Now if we increase the window’s width (24-point moving window), you should see a smoother curve.

\[\hat{f}(x_t) = \frac{0.5y_{t-12}+ y_{t-11}+...+y_{t-1}+y_{t}+y_{t+1}+...+y_{t+11}+0.5y_{t+12} }{24}\]

fltr <- c(0.5, rep(1, 23), 0.5)/24 # weights for moving average
birthTrend <- stats::filter(birth, filter = fltr, method = 'convo', sides = 2) # use the ts object rather than the data frame
plot(birthTrend)

What if we did a 5-point moving average instead of a 12 or 24-point moving average?

fltr <- rep(1, 5)/5
birthTrend2 <- stats::filter(birth, filter = fltr, method = 'convo', sides = 2)
plot(birthTrend2)

We see the seasonality (repeating cycles) because the 5-point window averages about half of the year’s data for each estimate. Thus the highs and lows don’t balance each other out.

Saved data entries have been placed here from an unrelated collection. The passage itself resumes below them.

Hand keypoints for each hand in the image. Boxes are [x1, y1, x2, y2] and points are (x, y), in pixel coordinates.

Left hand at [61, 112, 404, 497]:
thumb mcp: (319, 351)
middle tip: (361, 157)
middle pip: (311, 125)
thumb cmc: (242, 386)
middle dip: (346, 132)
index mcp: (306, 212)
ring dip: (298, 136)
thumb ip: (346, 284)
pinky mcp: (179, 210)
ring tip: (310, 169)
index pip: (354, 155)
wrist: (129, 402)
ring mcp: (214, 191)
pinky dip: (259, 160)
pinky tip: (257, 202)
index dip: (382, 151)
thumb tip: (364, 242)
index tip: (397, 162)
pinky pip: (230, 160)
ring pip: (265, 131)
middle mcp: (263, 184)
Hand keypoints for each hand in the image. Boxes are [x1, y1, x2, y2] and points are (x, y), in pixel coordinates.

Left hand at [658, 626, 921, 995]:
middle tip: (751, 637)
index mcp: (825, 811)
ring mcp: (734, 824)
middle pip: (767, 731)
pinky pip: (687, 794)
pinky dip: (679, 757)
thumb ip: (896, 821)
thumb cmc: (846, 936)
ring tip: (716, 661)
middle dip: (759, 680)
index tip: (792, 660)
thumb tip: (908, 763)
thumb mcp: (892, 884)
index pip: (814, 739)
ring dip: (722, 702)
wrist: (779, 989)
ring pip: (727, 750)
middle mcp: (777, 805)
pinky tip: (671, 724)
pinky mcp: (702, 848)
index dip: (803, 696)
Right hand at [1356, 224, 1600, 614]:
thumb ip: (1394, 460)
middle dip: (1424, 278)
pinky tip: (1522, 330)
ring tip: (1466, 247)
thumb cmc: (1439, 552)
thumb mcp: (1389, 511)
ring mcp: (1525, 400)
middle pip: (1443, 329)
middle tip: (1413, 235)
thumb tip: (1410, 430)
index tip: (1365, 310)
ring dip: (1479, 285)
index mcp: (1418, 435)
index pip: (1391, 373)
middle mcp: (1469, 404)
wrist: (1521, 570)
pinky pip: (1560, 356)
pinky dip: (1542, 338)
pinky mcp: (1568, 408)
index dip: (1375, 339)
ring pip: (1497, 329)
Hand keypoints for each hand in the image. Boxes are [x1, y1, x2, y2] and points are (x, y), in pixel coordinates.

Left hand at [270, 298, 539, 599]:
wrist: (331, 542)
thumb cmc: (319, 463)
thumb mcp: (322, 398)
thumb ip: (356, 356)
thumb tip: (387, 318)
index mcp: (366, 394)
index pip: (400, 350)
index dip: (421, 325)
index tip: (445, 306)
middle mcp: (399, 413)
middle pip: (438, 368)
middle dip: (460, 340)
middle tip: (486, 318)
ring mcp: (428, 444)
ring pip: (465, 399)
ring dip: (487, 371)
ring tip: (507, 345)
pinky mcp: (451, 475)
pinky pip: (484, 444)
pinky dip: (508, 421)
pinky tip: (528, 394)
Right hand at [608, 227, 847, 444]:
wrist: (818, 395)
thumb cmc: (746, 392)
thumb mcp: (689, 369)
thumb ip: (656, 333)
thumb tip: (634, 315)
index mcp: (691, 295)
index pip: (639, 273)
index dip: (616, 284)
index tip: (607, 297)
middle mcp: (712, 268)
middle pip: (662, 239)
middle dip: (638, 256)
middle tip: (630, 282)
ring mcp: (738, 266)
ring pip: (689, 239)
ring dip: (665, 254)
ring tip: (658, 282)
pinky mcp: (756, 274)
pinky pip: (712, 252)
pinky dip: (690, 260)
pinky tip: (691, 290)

You must be mindful of the window width for the moving average, depending on the context of the data and the existing cycles in the data.

Let’s see what is leftover. Is the mean of the residuals constant across time (indicating that we have fully removed the trend)?

birthTS <- birthTS %>% 
  mutate(Trend = birthTrend) %>%
  mutate(Residual = Value - Trend)

birthTS %>%
  ggplot(aes(x = DecimalTime, y = Residual)) + 
  geom_point() +
  geom_smooth(se = FALSE) + 
  theme_classic()

If we connect the points, we might see a cyclic pattern…

birthTS %>%
  ggplot(aes(x = DecimalTime, y = Residual)) + 
  geom_line() +
  geom_smooth(se = FALSE) + 
  theme_classic()

We still have to deal with seasonality (we’ll get there), but the moving average does a fairly good job at removing the trend because we see, that the trend of the residuals is 0 on average!

The moving average filter did a decent job of estimating the trend because of its flexibility, but we can’t write down a function statement for that trend. This is the downside of nonparametric methods.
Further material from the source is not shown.